* Supplied records *

"""

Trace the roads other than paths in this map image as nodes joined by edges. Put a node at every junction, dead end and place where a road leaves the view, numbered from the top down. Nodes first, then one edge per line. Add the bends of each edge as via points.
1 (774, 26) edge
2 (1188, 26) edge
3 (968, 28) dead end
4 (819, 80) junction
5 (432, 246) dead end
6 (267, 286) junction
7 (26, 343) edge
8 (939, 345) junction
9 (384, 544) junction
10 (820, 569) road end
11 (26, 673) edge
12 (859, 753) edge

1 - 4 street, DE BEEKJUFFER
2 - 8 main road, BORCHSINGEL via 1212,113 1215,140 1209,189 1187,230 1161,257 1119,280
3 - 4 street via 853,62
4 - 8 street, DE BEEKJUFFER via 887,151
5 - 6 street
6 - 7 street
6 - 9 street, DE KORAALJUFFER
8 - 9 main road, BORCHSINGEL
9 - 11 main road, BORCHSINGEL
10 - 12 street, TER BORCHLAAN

"""
"""

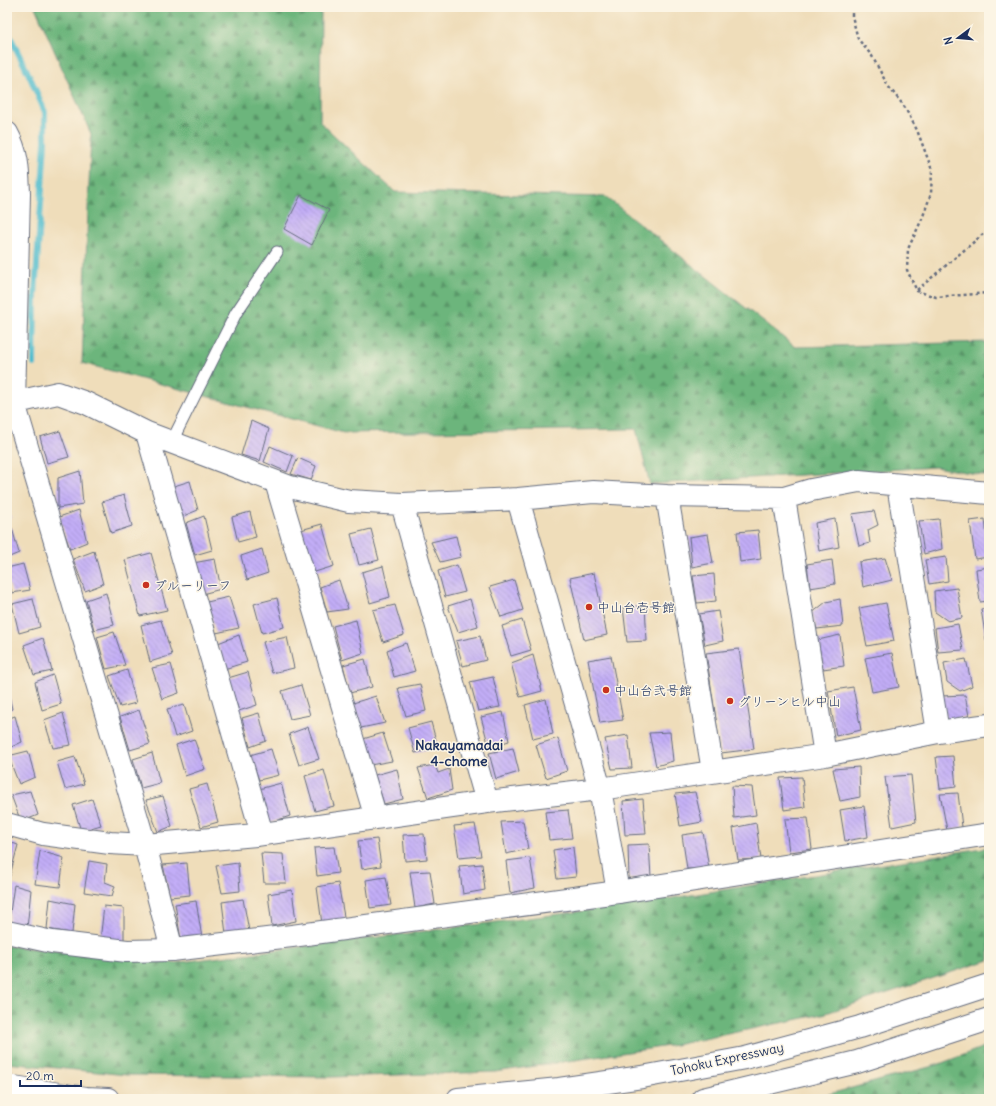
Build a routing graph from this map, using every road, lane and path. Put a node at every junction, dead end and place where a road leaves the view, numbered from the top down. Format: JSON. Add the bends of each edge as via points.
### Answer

"""
"""

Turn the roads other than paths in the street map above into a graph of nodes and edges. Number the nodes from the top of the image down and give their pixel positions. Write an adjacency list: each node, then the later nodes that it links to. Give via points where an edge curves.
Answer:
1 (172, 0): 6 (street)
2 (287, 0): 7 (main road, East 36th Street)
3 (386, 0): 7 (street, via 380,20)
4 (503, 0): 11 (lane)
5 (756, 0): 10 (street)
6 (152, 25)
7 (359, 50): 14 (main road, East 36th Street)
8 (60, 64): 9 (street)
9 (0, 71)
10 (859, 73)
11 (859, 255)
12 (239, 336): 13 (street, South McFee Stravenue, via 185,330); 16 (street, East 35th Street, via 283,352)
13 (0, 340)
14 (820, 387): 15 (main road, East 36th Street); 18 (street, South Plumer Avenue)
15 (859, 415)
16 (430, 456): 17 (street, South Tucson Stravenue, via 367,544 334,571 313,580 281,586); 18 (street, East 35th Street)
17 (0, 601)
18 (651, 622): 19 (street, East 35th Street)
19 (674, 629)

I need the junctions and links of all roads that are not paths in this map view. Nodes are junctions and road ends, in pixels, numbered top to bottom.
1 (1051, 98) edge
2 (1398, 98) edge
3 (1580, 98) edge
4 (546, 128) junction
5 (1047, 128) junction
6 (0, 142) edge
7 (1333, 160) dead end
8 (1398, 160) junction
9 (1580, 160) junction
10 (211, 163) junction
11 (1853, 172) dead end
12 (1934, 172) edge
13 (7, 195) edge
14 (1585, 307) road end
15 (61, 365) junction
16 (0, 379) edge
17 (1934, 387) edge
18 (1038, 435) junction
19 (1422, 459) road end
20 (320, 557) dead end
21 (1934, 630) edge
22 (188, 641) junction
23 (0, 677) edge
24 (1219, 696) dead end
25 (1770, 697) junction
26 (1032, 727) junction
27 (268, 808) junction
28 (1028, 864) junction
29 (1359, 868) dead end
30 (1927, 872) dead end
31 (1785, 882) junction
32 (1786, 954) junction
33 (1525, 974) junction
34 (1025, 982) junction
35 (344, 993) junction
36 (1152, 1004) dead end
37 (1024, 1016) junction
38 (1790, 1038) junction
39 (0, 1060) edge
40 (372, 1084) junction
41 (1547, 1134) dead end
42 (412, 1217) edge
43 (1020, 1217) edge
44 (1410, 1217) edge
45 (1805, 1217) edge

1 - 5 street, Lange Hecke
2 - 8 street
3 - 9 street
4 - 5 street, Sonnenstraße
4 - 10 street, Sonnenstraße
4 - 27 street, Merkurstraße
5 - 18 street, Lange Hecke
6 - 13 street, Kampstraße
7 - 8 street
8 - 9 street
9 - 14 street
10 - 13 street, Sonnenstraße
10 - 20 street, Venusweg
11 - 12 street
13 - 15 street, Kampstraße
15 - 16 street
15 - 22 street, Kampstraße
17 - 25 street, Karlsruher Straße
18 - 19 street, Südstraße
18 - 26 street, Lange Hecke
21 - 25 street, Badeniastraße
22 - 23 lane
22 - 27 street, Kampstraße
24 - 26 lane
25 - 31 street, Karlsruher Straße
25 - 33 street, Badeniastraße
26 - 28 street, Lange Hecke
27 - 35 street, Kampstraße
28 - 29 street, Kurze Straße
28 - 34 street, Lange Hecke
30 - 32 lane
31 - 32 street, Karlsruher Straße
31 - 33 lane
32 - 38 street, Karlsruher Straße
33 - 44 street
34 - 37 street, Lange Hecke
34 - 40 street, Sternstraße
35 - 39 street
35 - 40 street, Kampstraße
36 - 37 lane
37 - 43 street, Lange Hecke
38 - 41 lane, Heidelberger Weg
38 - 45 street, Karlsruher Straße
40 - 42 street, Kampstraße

"""

* What this task involves *
Wherever the string "graph" occurs in the data, copy the line that holds it.

* Exercise result *
Build a routing graph from this map, using every road, lane and path. Put a node at every junction, dead end and place where a road leaves the view, numbered from the top down. Format: JSON. Add the bends of each edge as via points.
Turn the roads other than paths in the street map above into a graph of nodes and edges. Number the nodes from the top of the image down and give their pixel positions. Write an adjacency list: each node, then the later nodes that it links to. Give via points where an edge curves.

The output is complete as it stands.